Minturn residents bracing for change
Eagle County correspondent
MINTURN ” Dolores Gonzales of Minturn doesn’t need to see Bobby Ginn’s ambitious plans for Battle Mountain to know what it will likely mean to her.
“I probably won’t be able to live here,” the 75 year-old said. “Taxes will go sky-high. I have no idea as to where I’ll go from here.”
Faced with a development that will bring overwhelming change to their town, many other Minturn citizens in this town of 1,100 are waiting to see what Ginn’s private ski resort, golf course and private homes will look like.
They won’t have long to wait to find out. The Florida-based Ginn Companies will present formal plans for the 5,400-acre Battle Mountain development south of town to the Minturn town council July 6. The $1 billion-plus Beaver Creek-style resort will include 1,700 units of slopeside residences along the ski hill and golf course, and hotel rooms on land occupied by the defunct Eagle Zinc mine.
Many seem to like the prospect of the change the development could bring to the town, while others are not as sure.
“I think it’s great,” said Mark Tatham, 38, a lifelong Minturn resident who works as a concierge at the Christie Lodge in Avon.
He said when the Eagle Mine closed in 1984 it hurt the town’s businesses.

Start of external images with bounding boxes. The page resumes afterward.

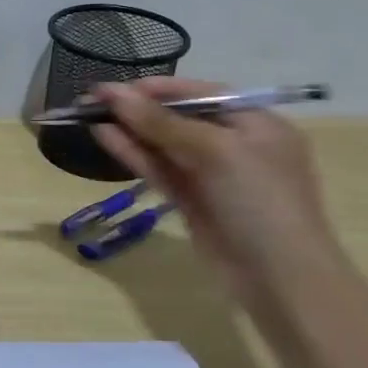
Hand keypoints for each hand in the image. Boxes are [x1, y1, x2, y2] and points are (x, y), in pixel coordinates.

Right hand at [92, 78, 343, 307]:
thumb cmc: (259, 201)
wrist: (280, 279)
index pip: (198, 93)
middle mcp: (234, 144)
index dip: (154, 89)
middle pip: (177, 117)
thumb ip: (160, 122)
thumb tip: (111, 93)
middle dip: (136, 108)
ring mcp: (212, 175)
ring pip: (163, 144)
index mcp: (255, 123)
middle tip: (90, 101)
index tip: (112, 88)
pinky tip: (105, 138)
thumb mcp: (214, 152)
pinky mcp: (192, 200)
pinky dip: (133, 153)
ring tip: (87, 116)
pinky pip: (159, 169)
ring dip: (128, 129)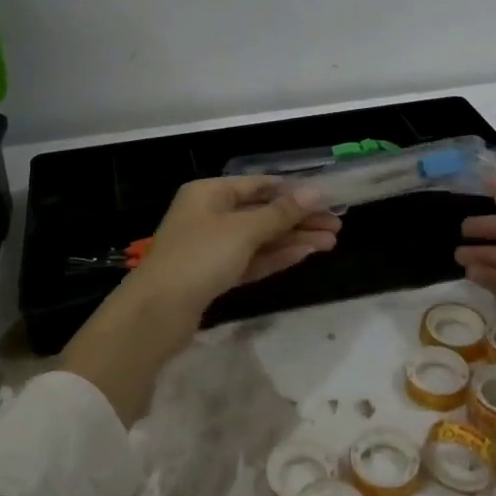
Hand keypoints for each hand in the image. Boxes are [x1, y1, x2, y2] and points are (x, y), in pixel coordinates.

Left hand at [124, 176, 339, 318]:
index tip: (326, 198)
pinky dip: (276, 256)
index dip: (293, 190)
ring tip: (331, 242)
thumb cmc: (200, 256)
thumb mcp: (244, 230)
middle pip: (262, 212)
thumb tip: (316, 192)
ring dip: (294, 239)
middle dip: (299, 219)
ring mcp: (211, 247)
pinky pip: (251, 260)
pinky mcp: (214, 276)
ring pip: (260, 238)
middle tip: (337, 226)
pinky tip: (305, 254)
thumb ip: (282, 213)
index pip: (258, 184)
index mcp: (209, 193)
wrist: (158, 311)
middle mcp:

“When Gilman was still going there was traffic and we had people coming and going,” he said. “Once Gilman died down we lost a lot of business. It’ll be good to see that come back. We’ve got to keep town going.”
Naomi Martinez, 26, a stay-at-home mother of two, likes that property prices will escalate because it could provide residents a windfall if they sell their homes.
“It’s going to be good for property values,” she said, adding that she’s worried that development could create traffic problems downtown with “people driving too slow.”
Traffic, too, is on Arvin Carter’s mind. A maintenance worker, he moved to Minturn 35 years ago.
“I think it’s going to cause too much traffic,” he said. “I like the town small. Even now when I back my car out of the driveway in the morning, there’s traffic.”
Harry Gray of Harry’s Bump and Grind on Main Street is waiting to see how things work out. “My hope is that he pans out,” he said. “It’s easy to look at that property and understand it’s fraught with difficulties and challenges.”
Gonzales had some other concerns about the pending development, which she called “humongous.”
“It’s more than my imagination can handle,” she said. “Are locals going to be able to afford it? Rich people are used to a lot of money ” something that we don’t have here.”
She doesn’t see much immediate upside to the development, but said it may be good in the long run. “Maybe it will be better for future generations,” she said. “But not for us.”
In neighboring Red Cliff, Jake Spears owns land next to the property Ginn wants to develop. He’s not too upset by that and, he said, it’s just a continuing chapter in the development of Eagle County.
“People here are in the service and construction industry, and it pays the bills,” he said. “It’s amazing it’s finally happening and it’s happening so big.”